Разумеется, это несколько беглый взгляд. Но если мистицизм является отношением между двумя порядками реальности, двумя [разными] реальностями, а не отношением между двумя сущностями в рамках одной и той же реальности, тогда это означает, что внутренние (intrinsic) отношения метафизической корреляции (я-мир, человек-человек) замещаются или масштабируются внешними (extrinsic) отношениями в мистической корреляции (земное и божественное, человеческое-нечеловеческое). Это остается в силе, даже если нечеловеческая реальность рассматривается как полностью имманентная реальности человеческой.

Мистическая корреляция является разновидностью медиации, которая устремляется к пределу. Этот предел является односторонней «перспективой» из человеческой реальности на нечеловеческую реальность, — предел человека на границе с нечто, которое может быть лишь названо нечеловеческим. Он не является ни относительным, ни абсолютным: он абсолютен в своей относительности (то есть абсолютен с человеческой точки зрения). Из чего следует, что мистическая корреляция всегда терпит неудачу. Она — круг, который никогда не замыкается, спираль, которая никогда не делает следующий проворот. Это отношение, которое можно удостоверить лишь «с этой стороны». Это отношение, которое можно удостоверить лишь в пустой безличной непрозрачности «божественного ничто», в безысходной бездне, в «божественной тьме».

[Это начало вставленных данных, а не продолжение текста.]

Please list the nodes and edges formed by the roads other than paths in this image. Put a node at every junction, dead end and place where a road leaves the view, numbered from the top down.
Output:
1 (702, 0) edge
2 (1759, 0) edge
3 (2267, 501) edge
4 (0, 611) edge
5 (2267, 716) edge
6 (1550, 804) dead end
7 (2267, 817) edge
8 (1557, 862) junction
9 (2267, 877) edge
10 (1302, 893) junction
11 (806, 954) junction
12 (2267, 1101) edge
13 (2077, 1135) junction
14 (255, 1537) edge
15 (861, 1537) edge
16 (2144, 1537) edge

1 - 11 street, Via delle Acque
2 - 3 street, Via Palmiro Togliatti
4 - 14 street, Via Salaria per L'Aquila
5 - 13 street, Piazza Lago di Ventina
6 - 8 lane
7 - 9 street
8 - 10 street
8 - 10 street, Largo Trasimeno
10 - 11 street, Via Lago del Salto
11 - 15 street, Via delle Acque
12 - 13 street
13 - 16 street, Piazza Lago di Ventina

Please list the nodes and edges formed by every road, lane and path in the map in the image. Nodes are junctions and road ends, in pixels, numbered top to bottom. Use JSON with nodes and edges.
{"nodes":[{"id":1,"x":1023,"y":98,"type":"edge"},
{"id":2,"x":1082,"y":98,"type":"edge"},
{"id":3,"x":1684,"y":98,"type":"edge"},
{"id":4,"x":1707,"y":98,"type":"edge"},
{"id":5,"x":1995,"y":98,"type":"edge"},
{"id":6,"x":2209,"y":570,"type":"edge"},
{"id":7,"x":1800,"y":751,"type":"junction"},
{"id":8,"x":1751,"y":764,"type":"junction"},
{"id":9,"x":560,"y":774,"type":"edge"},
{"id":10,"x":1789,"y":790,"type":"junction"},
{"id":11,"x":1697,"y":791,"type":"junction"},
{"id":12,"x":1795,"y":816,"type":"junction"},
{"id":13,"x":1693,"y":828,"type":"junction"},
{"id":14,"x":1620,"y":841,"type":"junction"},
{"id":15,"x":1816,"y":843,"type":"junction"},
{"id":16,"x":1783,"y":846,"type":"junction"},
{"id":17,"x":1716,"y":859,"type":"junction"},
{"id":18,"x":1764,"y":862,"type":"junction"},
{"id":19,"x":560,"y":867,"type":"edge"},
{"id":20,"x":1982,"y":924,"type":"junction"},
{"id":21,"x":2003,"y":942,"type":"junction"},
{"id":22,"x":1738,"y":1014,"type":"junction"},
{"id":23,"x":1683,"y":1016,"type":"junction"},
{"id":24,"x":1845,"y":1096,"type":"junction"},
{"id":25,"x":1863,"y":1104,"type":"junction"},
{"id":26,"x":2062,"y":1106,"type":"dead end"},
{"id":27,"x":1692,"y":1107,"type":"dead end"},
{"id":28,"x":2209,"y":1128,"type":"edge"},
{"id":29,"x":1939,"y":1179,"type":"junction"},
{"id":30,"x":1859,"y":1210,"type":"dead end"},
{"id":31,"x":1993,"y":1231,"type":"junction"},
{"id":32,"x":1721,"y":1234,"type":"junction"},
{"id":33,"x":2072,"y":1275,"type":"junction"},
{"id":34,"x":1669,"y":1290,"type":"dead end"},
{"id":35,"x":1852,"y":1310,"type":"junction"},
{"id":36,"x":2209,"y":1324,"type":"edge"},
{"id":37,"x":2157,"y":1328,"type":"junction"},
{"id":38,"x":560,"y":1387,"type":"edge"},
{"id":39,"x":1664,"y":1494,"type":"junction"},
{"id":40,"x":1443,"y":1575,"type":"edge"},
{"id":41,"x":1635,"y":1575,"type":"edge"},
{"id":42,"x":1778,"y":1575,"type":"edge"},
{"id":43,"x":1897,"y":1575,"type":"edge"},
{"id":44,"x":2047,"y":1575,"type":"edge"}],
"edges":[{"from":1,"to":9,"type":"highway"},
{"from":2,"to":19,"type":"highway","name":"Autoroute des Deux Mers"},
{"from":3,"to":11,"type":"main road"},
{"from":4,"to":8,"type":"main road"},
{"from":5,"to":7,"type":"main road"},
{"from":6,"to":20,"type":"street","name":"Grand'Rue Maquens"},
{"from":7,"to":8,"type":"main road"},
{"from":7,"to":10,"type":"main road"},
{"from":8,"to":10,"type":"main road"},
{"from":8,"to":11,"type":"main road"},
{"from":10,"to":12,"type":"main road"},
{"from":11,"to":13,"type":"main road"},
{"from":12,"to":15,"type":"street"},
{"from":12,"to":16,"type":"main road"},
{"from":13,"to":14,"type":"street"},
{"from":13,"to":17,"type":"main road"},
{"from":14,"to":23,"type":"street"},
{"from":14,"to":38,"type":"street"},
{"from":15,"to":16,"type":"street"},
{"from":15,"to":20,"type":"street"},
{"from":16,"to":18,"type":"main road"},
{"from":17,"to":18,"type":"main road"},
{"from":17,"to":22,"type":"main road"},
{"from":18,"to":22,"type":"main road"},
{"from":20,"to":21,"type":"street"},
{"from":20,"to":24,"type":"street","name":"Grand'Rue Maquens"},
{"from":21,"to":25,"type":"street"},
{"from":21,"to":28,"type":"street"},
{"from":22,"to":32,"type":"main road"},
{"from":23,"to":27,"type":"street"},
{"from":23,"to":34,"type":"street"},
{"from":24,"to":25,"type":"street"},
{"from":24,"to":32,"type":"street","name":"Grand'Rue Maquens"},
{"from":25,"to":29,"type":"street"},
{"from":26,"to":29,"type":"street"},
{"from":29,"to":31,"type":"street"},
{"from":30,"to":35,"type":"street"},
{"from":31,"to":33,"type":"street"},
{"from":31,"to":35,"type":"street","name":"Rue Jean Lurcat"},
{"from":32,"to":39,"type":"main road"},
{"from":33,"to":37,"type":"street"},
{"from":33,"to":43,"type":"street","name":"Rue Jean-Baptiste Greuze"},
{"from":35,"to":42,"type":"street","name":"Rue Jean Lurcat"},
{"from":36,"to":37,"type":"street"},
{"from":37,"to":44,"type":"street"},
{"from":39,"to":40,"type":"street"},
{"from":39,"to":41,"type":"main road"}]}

С современной точки зрения такие мыслители, как Экхарт, предлагают способ пересмотра проблемы, которая является одновременно и мистической, и метафизической, — проблемы антропоцентризма мышления. Экхарт показывает нам божественную медиацию как форму связи между человеком и нечеловеческим, демонстрирует ситуацию, когда и самая совершенная медиация и ее полная невозможность становятся одним и тем же.

В связи с современными философскими веяниями два типа божественной ничтойности — чистое отношение и полная непрозрачность — являются всего-навсего домодерными воплощениями философии непрерывности (континентальное направление, ориентирующееся на имманентность, витализм, жизненную силу, феноменологию аффекта) и философии прерывности (аналитическое направление, ориентирующееся на ассамбляжи, объекты, актанты и т. д.) соответственно. Но мы можем уже увидеть в таких мыслителях, как Экхарт, стремление стереть эти различия в понятии Божества как имманентности ничто, божественного как плодотворной негативности («отрицание отрицания») и абсолютной непрозрачности «отрешенности» («что есть, то есть»).

Поскольку мистицизм имеет дело с отношением между двумя уровнями реальности (божественным и земным, сверхъестественным и естественным), его можно рассматривать как случай медиации. В одних случаях божественное настолько превосходит человеческое, что может быть описано лишь как полное ничтожение, или самоотречение. Медиация столь избыточна, что парадоксальным образом уничтожается, превращаясь в ничто. В других случаях нечеловеческое божественное начало находится в таком безразличии и неразличимости по отношению к человеку, что для его описания могут использоваться только негативные термины — ноль, пустота, пропасть или бездна; «ничтойность», в которой все, что сообщается, — это парадоксальная невозможность медиации как таковой. В одном случае мы имеем «полную» ничтойность, непосредственность (immediacy), или иммедиацию, в другом — «пустую» ничтойность, антимедиацию. Вместе эти термины — медиация, иммедиация и антимедиация — описывают весь спектр мистической корреляции, если ее рассматривать исключительно сквозь призму апофатики.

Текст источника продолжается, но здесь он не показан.